Keep every line of the data below that has the string "Kanisani" and present those lines.

Saved data entries
•••

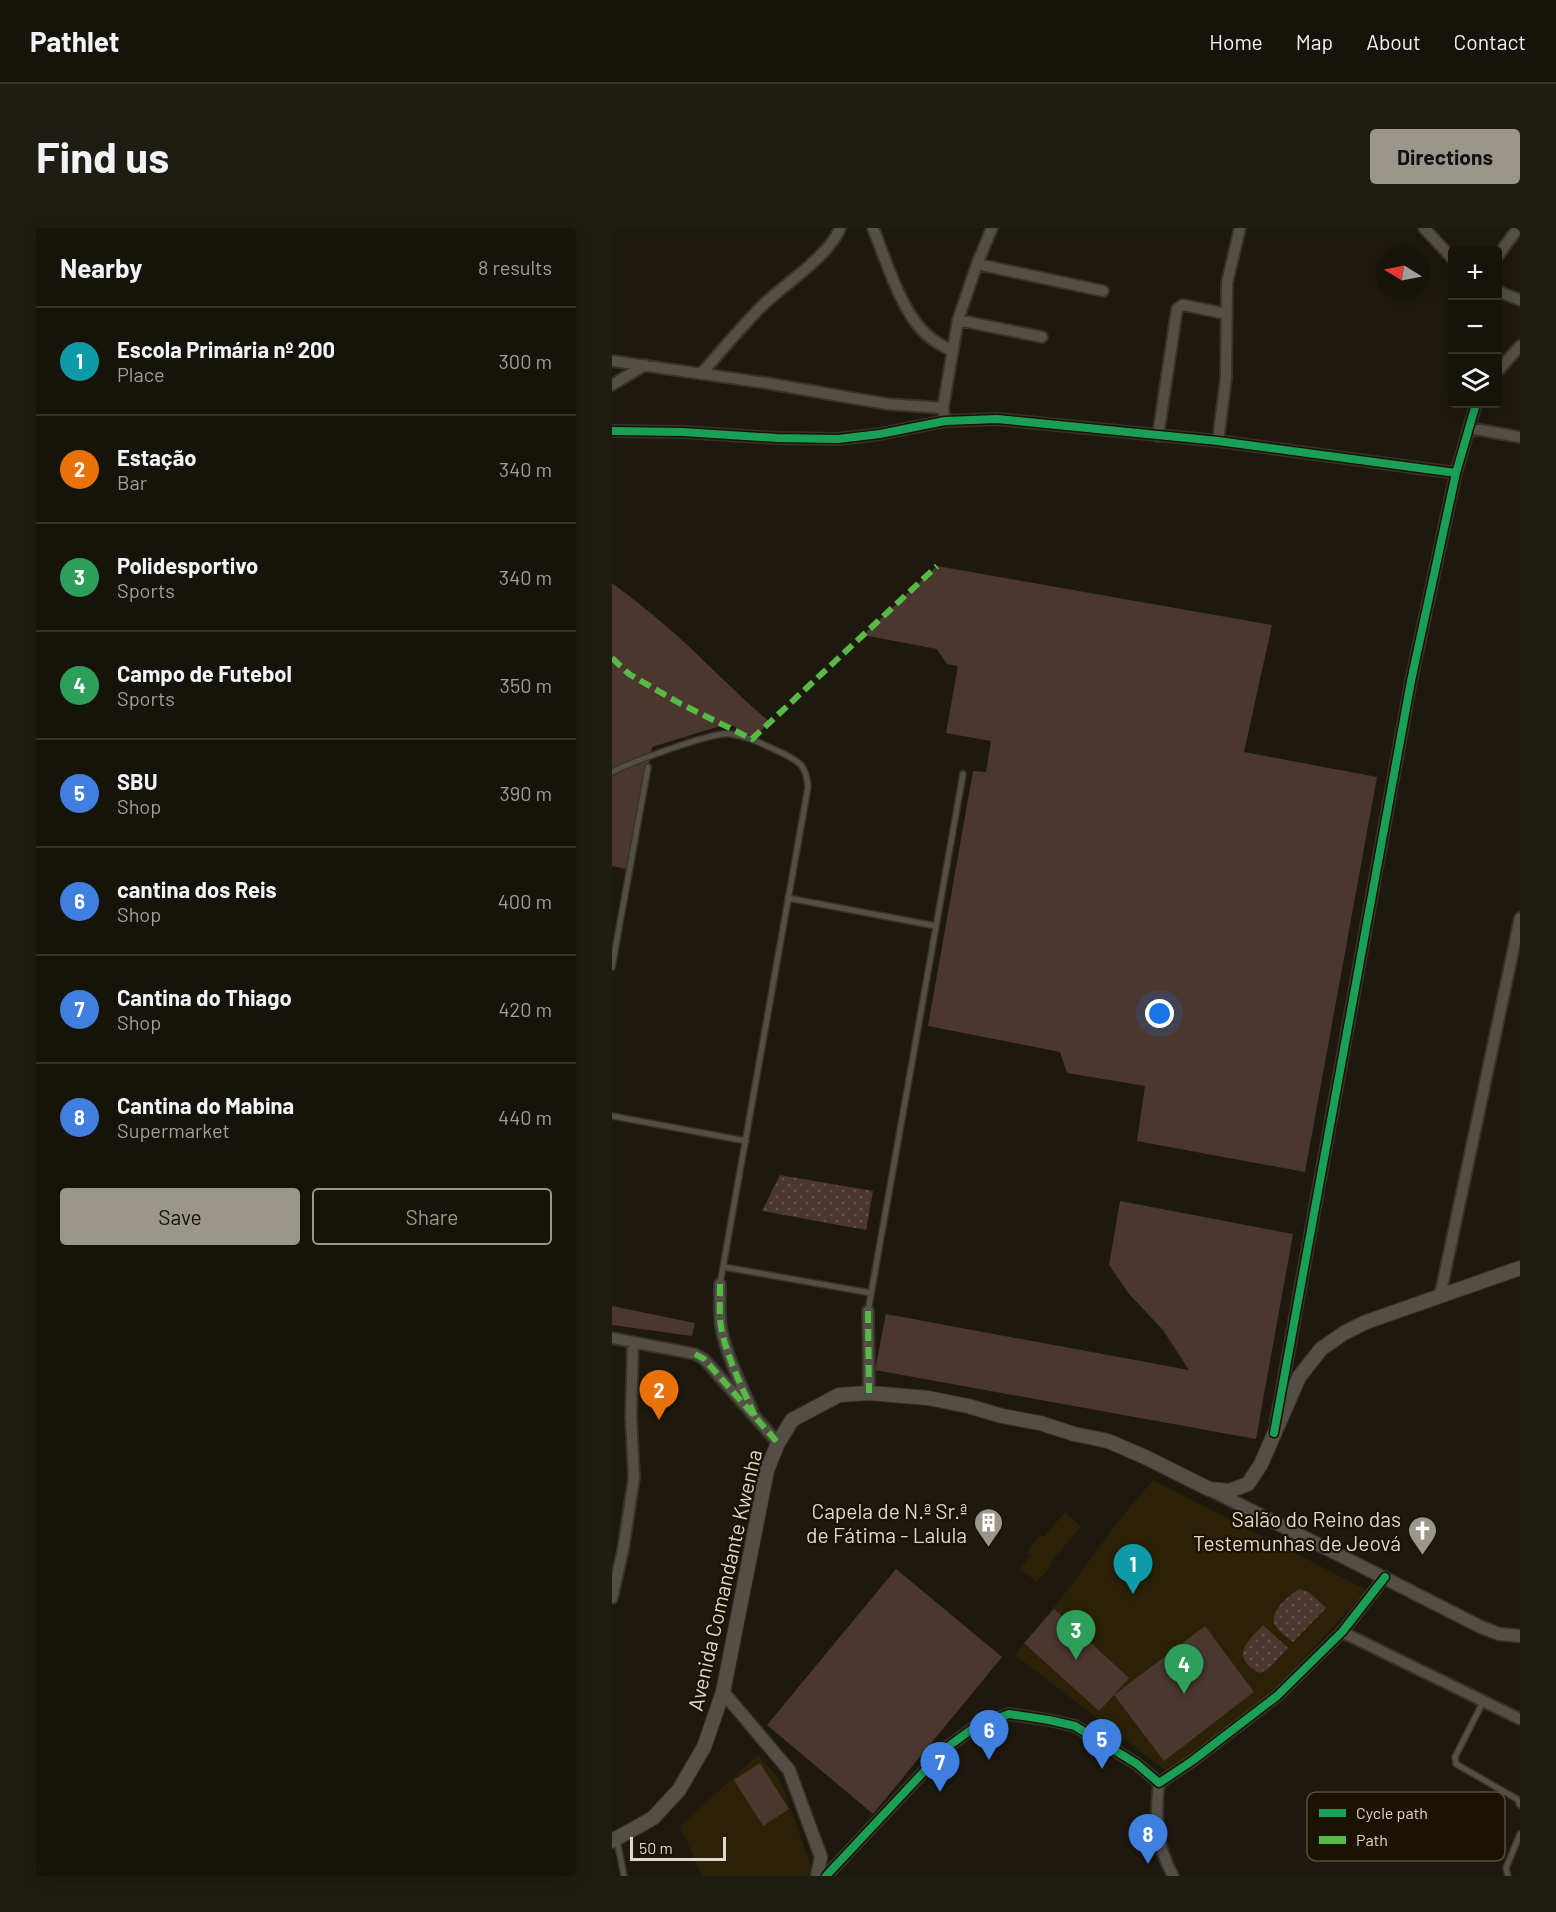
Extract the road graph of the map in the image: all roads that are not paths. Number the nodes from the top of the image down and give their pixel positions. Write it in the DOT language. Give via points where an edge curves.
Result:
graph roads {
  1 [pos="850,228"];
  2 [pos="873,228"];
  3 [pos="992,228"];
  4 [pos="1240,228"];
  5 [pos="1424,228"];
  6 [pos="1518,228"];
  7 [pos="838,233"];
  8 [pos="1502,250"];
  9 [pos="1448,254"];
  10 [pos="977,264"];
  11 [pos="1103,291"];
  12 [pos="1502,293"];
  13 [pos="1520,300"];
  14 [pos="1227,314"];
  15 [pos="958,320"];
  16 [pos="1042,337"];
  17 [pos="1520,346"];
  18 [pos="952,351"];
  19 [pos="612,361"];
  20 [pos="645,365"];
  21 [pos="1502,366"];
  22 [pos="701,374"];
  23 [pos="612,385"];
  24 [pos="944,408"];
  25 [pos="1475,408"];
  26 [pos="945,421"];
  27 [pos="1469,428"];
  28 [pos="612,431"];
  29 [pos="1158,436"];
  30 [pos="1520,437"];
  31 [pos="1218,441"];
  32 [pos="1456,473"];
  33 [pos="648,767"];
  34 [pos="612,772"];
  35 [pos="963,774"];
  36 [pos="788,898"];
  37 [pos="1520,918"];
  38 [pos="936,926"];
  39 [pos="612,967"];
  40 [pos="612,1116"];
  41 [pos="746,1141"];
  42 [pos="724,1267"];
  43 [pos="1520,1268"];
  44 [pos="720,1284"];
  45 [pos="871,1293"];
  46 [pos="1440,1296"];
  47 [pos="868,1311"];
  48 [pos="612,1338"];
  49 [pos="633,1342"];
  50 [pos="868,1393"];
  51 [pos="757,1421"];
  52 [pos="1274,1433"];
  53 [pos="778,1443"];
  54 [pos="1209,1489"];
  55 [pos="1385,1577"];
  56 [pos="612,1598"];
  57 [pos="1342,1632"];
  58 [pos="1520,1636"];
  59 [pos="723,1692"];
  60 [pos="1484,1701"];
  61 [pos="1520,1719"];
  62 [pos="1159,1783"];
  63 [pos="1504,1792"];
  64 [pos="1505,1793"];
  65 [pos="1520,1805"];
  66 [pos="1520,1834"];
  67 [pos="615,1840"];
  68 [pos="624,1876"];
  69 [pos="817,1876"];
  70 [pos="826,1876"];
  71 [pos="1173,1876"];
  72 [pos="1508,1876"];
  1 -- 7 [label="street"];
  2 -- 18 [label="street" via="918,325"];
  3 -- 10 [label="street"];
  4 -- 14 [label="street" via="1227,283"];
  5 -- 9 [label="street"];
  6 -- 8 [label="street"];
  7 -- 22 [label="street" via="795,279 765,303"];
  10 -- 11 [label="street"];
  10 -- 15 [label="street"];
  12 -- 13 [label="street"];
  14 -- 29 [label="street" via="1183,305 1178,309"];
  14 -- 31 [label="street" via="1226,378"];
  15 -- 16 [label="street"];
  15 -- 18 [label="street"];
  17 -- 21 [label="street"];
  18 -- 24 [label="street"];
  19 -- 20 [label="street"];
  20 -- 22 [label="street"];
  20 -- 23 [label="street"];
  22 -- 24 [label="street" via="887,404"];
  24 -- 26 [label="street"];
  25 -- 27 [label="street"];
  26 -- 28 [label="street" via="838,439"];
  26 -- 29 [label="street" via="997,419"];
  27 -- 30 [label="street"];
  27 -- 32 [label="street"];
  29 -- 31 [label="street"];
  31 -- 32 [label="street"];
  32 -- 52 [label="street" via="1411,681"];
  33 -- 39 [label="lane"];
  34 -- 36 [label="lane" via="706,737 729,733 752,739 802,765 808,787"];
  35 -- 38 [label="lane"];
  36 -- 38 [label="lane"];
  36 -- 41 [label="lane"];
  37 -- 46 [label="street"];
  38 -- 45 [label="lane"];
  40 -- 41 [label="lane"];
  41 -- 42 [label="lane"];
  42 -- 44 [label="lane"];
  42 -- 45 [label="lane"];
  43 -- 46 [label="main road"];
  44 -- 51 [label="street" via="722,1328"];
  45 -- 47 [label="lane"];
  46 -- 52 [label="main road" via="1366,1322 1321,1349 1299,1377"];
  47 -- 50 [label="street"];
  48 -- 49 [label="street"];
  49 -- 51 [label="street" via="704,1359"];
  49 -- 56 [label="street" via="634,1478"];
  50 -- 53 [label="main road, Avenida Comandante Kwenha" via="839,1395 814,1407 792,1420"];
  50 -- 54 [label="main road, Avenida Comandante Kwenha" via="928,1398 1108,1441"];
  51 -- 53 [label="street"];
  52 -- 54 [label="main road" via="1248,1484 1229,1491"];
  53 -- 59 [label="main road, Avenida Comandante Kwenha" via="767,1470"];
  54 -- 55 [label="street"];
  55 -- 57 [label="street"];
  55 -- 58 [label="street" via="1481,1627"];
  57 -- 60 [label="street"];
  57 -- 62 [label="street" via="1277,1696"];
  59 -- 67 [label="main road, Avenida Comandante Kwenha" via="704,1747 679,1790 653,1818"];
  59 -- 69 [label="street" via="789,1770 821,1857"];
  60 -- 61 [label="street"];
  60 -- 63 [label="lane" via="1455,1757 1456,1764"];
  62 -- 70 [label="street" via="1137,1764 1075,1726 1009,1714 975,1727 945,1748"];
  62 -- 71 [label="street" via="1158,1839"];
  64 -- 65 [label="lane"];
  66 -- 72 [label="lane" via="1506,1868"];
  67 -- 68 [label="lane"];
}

•••

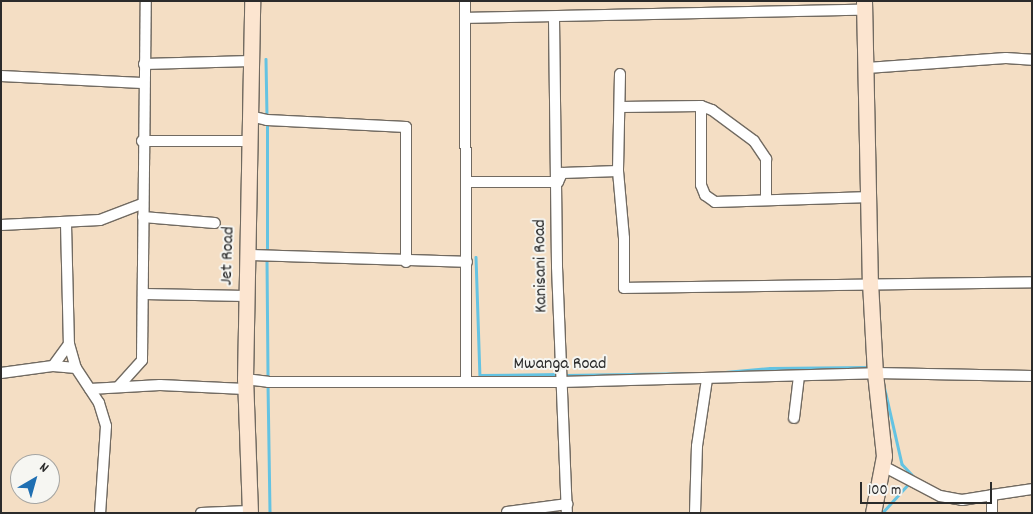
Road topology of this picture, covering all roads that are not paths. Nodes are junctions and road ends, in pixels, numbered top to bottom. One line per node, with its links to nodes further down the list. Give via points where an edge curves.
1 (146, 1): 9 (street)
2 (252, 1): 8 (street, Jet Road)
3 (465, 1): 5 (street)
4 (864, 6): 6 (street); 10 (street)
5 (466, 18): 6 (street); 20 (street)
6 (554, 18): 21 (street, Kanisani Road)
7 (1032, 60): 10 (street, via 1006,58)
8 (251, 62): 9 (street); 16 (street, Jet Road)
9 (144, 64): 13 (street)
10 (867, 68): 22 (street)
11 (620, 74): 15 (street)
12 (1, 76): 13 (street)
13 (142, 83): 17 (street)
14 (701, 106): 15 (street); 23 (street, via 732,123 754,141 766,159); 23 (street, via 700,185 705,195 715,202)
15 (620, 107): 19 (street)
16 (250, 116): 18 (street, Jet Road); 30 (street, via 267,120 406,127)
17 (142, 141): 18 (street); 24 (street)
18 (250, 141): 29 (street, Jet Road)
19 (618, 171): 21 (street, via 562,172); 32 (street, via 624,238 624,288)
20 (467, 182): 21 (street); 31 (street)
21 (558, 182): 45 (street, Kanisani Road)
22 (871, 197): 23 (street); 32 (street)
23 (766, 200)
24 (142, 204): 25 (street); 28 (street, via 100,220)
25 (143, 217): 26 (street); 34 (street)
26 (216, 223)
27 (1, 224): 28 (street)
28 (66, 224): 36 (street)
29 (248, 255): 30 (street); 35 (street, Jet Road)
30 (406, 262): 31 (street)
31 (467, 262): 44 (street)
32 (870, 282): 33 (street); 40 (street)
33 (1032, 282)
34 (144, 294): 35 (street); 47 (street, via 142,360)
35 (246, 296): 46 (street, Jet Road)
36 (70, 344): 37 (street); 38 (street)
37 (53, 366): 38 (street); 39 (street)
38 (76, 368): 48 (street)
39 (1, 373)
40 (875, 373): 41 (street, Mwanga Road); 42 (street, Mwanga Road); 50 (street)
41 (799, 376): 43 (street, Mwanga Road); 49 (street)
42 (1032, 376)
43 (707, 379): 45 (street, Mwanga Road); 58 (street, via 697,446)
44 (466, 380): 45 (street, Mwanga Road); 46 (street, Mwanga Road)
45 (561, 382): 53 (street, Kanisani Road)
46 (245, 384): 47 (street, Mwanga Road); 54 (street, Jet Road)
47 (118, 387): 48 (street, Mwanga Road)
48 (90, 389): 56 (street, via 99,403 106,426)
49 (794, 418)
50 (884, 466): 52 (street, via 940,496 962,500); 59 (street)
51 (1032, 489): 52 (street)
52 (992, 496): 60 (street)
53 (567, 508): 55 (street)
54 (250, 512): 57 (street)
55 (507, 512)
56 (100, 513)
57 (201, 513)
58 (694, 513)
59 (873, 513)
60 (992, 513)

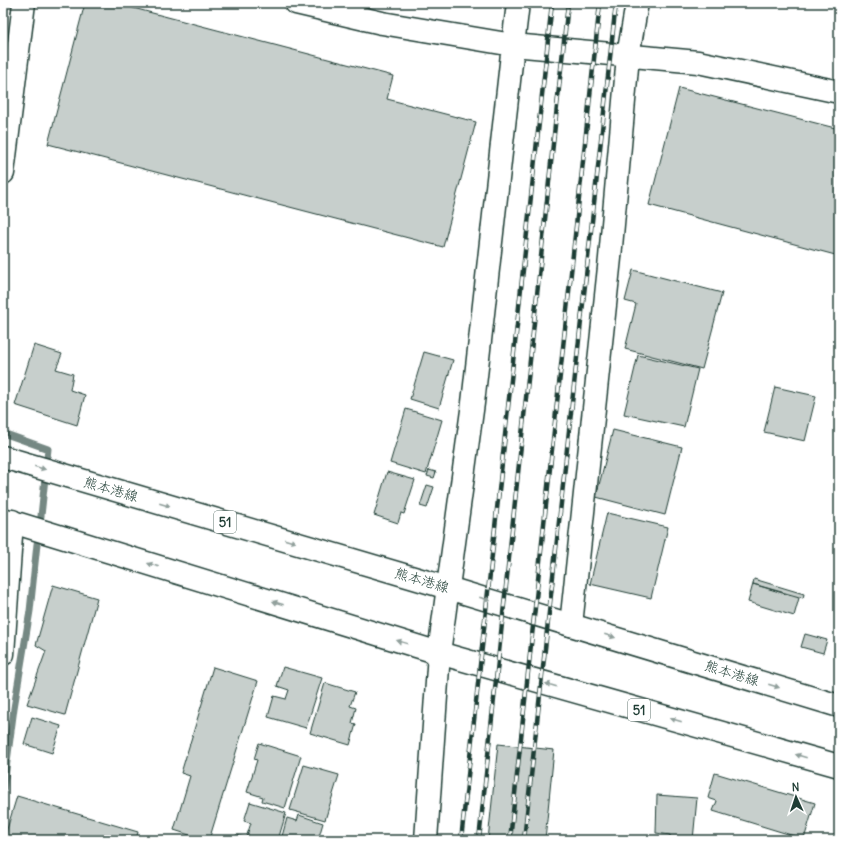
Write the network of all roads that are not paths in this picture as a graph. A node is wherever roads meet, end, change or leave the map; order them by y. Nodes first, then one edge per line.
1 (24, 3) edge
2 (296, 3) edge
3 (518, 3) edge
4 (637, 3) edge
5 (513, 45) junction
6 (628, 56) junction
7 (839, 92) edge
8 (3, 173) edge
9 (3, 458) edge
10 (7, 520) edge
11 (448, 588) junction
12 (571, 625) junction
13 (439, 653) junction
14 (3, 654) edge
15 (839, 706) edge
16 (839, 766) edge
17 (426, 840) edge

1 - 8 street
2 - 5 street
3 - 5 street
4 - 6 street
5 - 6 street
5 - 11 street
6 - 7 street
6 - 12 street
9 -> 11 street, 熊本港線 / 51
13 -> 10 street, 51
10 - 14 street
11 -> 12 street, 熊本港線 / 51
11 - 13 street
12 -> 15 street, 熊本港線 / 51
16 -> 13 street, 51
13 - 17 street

•••

YOUR RESPONSE
6 (554, 18): 21 (street, Kanisani Road)
21 (558, 182): 45 (street, Kanisani Road)
45 (561, 382): 53 (street, Kanisani Road)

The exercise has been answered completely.